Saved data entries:

--

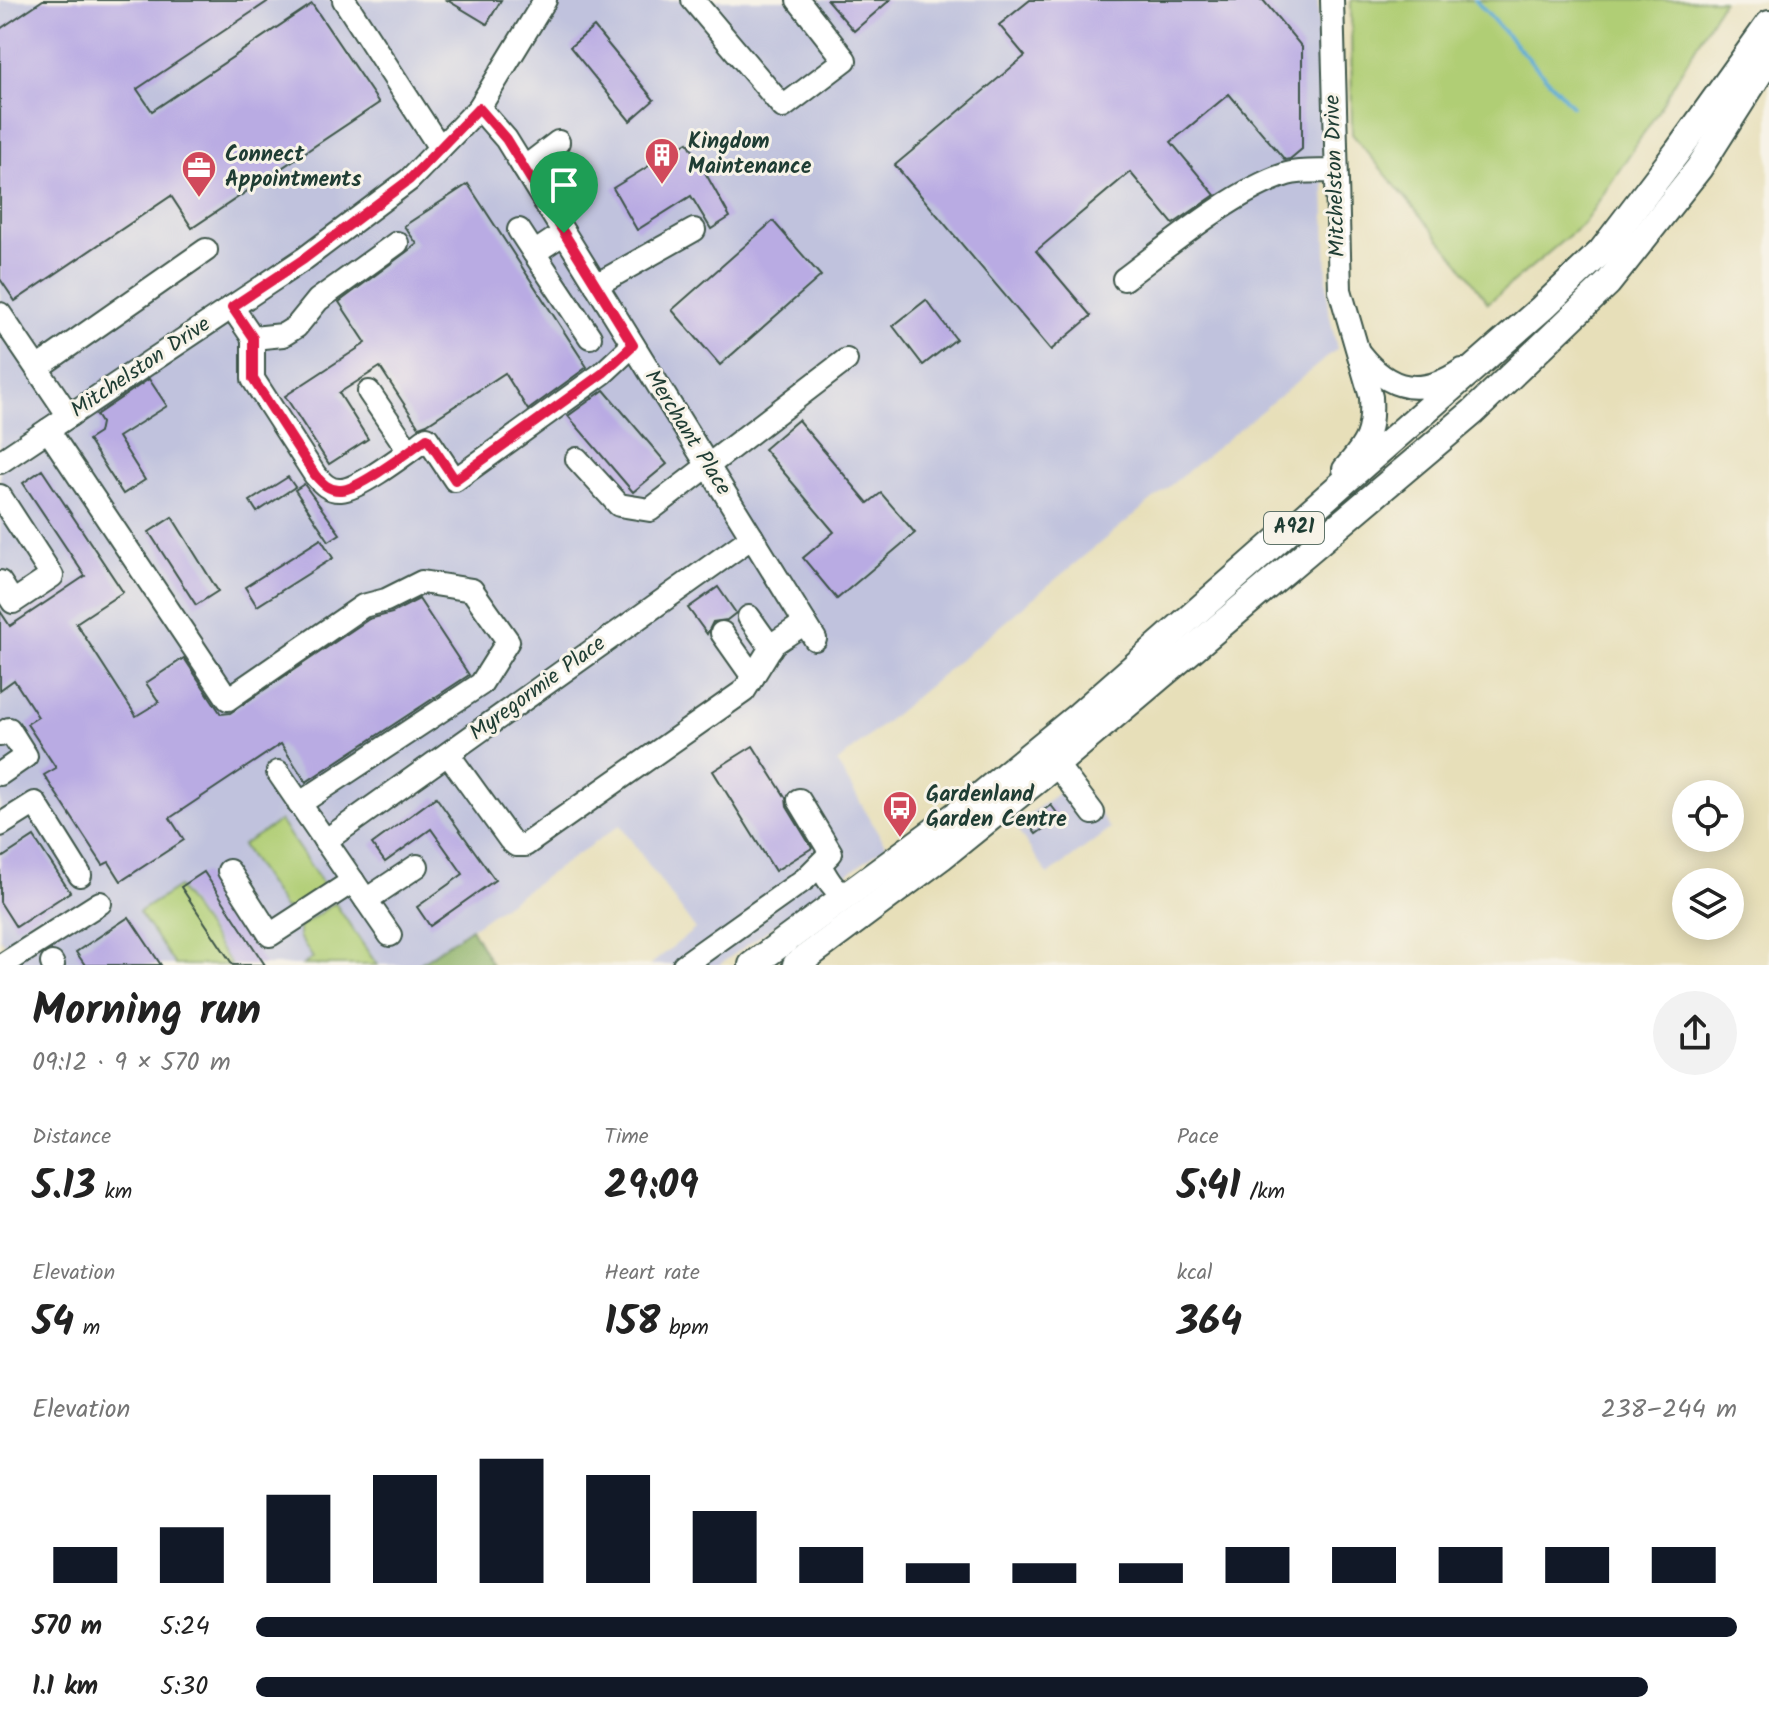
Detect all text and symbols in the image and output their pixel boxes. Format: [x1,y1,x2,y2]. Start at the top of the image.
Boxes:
street label: Mitchelston Drive [1316,94,1356,258]
place label: Kingdom Maintenance [688,125,812,185]
building icon: Kingdom Maintenance [643,136,681,186]
place label: Connect Appointments [225,138,362,198]
office icon: Connect Appointments [180,149,218,199]
pin [530,151,598,233]
icon: arrive [542,163,586,207]
street label: Mitchelston Drive [64,308,218,428]
street label: Merchant Place [634,363,740,503]
road number: A921 [1264,512,1324,544]
street label: Myregormie Place [462,627,614,751]
place label: Gardenland Garden Centre [926,778,1067,838]
map controls [1672,780,1744,940]
button: locate [1672,780,1744,852]
bus stop icon: Gardenland Garden Centre [881,789,919,839]
button: layers [1672,868,1744,940]
text: Morning run [32,977,261,1047]
button: share [1653,991,1737,1075]
text: 09:12 · 9 × 570 m [32,1042,231,1084]
text: Distance [32,1120,111,1155]
text: Time [604,1120,649,1155]
text: Pace [1177,1120,1219,1155]
text: 5.13 [32,1155,96,1219]
text: 29:09 [604,1155,699,1219]
text: 5:41 [1177,1155,1241,1219]
text: km [96,1175,132,1210]
text: /km [1241,1175,1285,1210]
text: Elevation [32,1256,115,1291]
text: Heart rate [604,1256,700,1291]
text: kcal [1177,1256,1212,1291]
text: 54 [32,1291,74,1355]
text: 158 [604,1291,660,1355]
text: 364 [1177,1291,1242,1355]
text: m [74,1311,100,1346]
text: bpm [660,1311,709,1346]
text: Elevation [32,1389,130,1431]
text: 238–244 m [1601,1389,1737,1431]
text: 570 m [32,1606,102,1648]
text: 5:24 [160,1606,210,1648]
text: 1.1 km [32,1666,98,1708]
text: 5:30 [160,1666,208,1708]

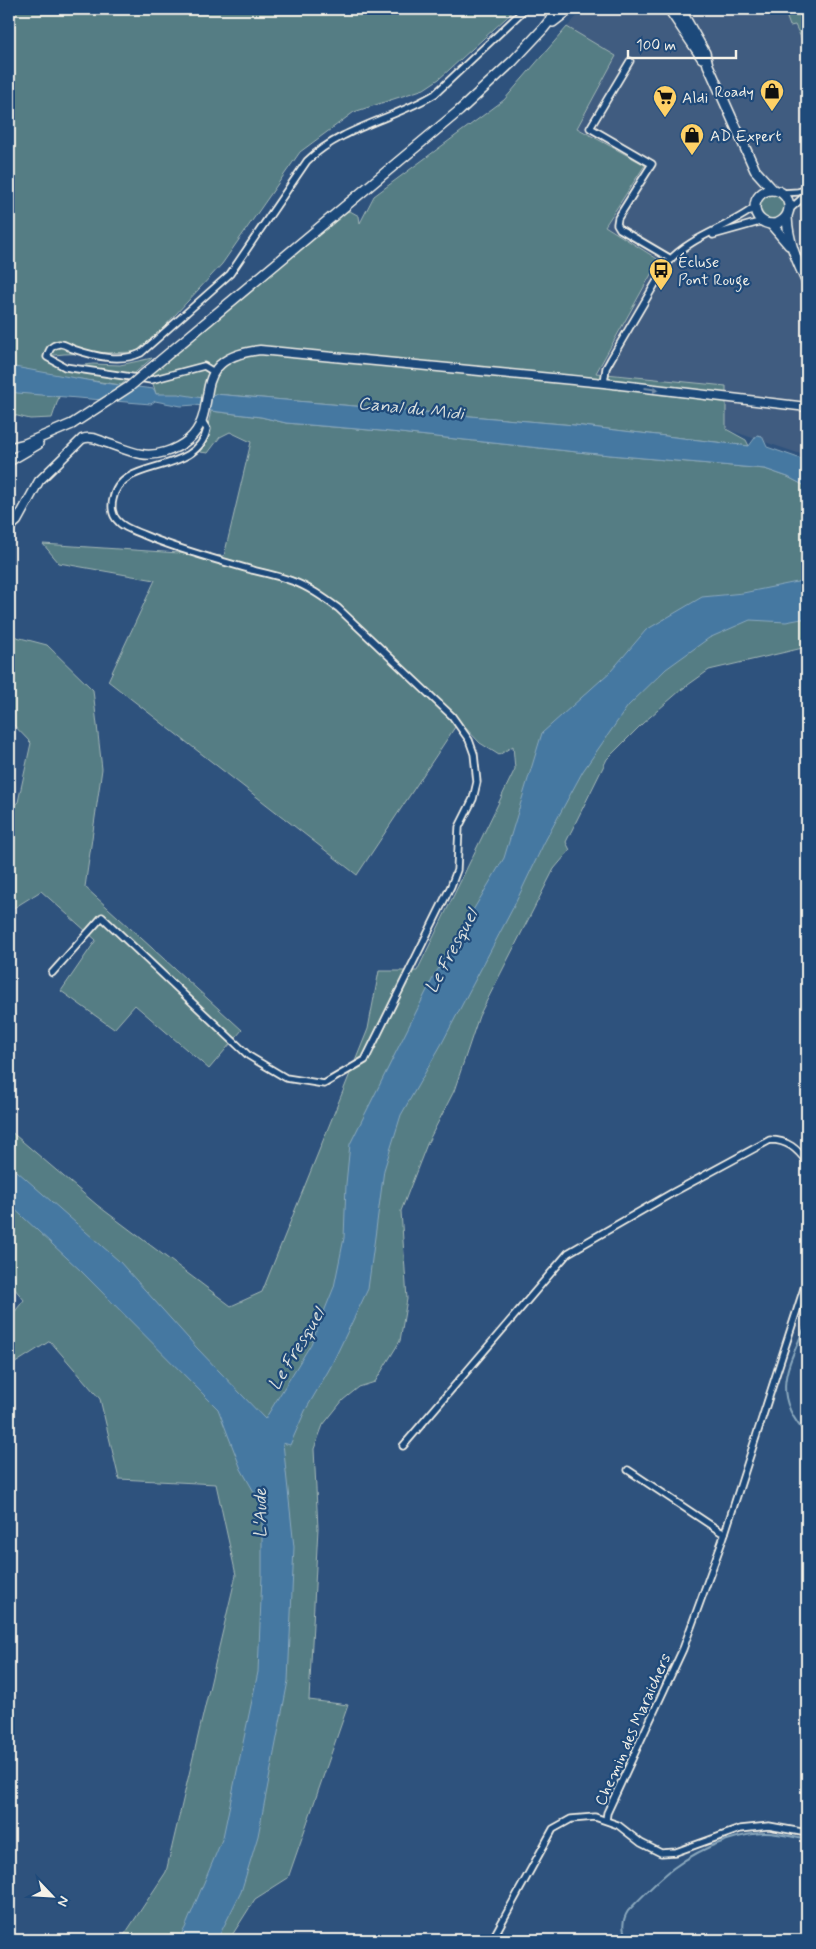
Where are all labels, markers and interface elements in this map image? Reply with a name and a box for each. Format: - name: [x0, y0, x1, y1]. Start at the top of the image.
- scale bar: [628, 28, 736, 60]
- text: 100 m: [636, 36, 676, 56]
- shop icon: Roady: [759, 78, 785, 112]
- place label: Roady: [715, 82, 754, 103]
- supermarket icon: Aldi: [652, 84, 678, 118]
- place label: Aldi: [682, 88, 708, 109]
- shop icon: AD Expert: [679, 122, 705, 156]
- place label: AD Expert: [710, 126, 782, 147]
- place label: Écluse Pont Rouge: [678, 252, 750, 292]
- bus stop icon: Écluse Pont Rouge: [648, 257, 674, 291]
- one-way arrow: [644, 385, 660, 393]
- water label: Canal du Midi: [357, 392, 467, 427]
- water label: Le Fresquel: [420, 903, 485, 998]
- water label: Le Fresquel: [263, 1302, 332, 1395]
- water label: L'Aude: [249, 1488, 273, 1538]
- street label: Chemin des Maraichers: [590, 1650, 677, 1809]
- north arrow: [28, 1872, 78, 1922]
- text: N: [53, 1893, 73, 1909]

--

**Work task:** Once the pictures are set aside, repeat the data above exactly as written.

**Written answer:**
Detect all text and symbols in the image and output their pixel boxes. Format: [x1,y1,x2,y2]. Start at the top of the image.
Boxes:
street label: Mitchelston Drive [1316,94,1356,258]
place label: Kingdom Maintenance [688,125,812,185]
building icon: Kingdom Maintenance [643,136,681,186]
place label: Connect Appointments [225,138,362,198]
office icon: Connect Appointments [180,149,218,199]
pin [530,151,598,233]
icon: arrive [542,163,586,207]
street label: Mitchelston Drive [64,308,218,428]
street label: Merchant Place [634,363,740,503]
road number: A921 [1264,512,1324,544]
street label: Myregormie Place [462,627,614,751]
place label: Gardenland Garden Centre [926,778,1067,838]
map controls [1672,780,1744,940]
button: locate [1672,780,1744,852]
bus stop icon: Gardenland Garden Centre [881,789,919,839]
button: layers [1672,868,1744,940]
text: Morning run [32,977,261,1047]
button: share [1653,991,1737,1075]
text: 09:12 · 9 × 570 m [32,1042,231,1084]
text: Distance [32,1120,111,1155]
text: Time [604,1120,649,1155]
text: Pace [1177,1120,1219,1155]
text: 5.13 [32,1155,96,1219]
text: 29:09 [604,1155,699,1219]
text: 5:41 [1177,1155,1241,1219]
text: km [96,1175,132,1210]
text: /km [1241,1175,1285,1210]
text: Elevation [32,1256,115,1291]
text: Heart rate [604,1256,700,1291]
text: kcal [1177,1256,1212,1291]
text: 54 [32,1291,74,1355]
text: 158 [604,1291,660,1355]
text: 364 [1177,1291,1242,1355]
text: m [74,1311,100,1346]
text: bpm [660,1311,709,1346]
text: Elevation [32,1389,130,1431]
text: 238–244 m [1601,1389,1737,1431]
text: 570 m [32,1606,102,1648]
text: 5:24 [160,1606,210,1648]
text: 1.1 km [32,1666,98,1708]
text: 5:30 [160,1666,208,1708]

Where are all labels, markers and interface elements in this map image? Reply with a name and a box for each. Format: - name: [x0, y0, x1, y1]. Start at the top of the image.
- scale bar: [628, 28, 736, 60]
- text: 100 m: [636, 36, 676, 56]
- shop icon: Roady: [759, 78, 785, 112]
- place label: Roady: [715, 82, 754, 103]
- supermarket icon: Aldi: [652, 84, 678, 118]
- place label: Aldi: [682, 88, 708, 109]
- shop icon: AD Expert: [679, 122, 705, 156]
- place label: AD Expert: [710, 126, 782, 147]
- place label: Écluse Pont Rouge: [678, 252, 750, 292]
- bus stop icon: Écluse Pont Rouge: [648, 257, 674, 291]
- one-way arrow: [644, 385, 660, 393]
- water label: Canal du Midi: [357, 392, 467, 427]
- water label: Le Fresquel: [420, 903, 485, 998]
- water label: Le Fresquel: [263, 1302, 332, 1395]
- water label: L'Aude: [249, 1488, 273, 1538]
- street label: Chemin des Maraichers: [590, 1650, 677, 1809]
- north arrow: [28, 1872, 78, 1922]
- text: N: [53, 1893, 73, 1909]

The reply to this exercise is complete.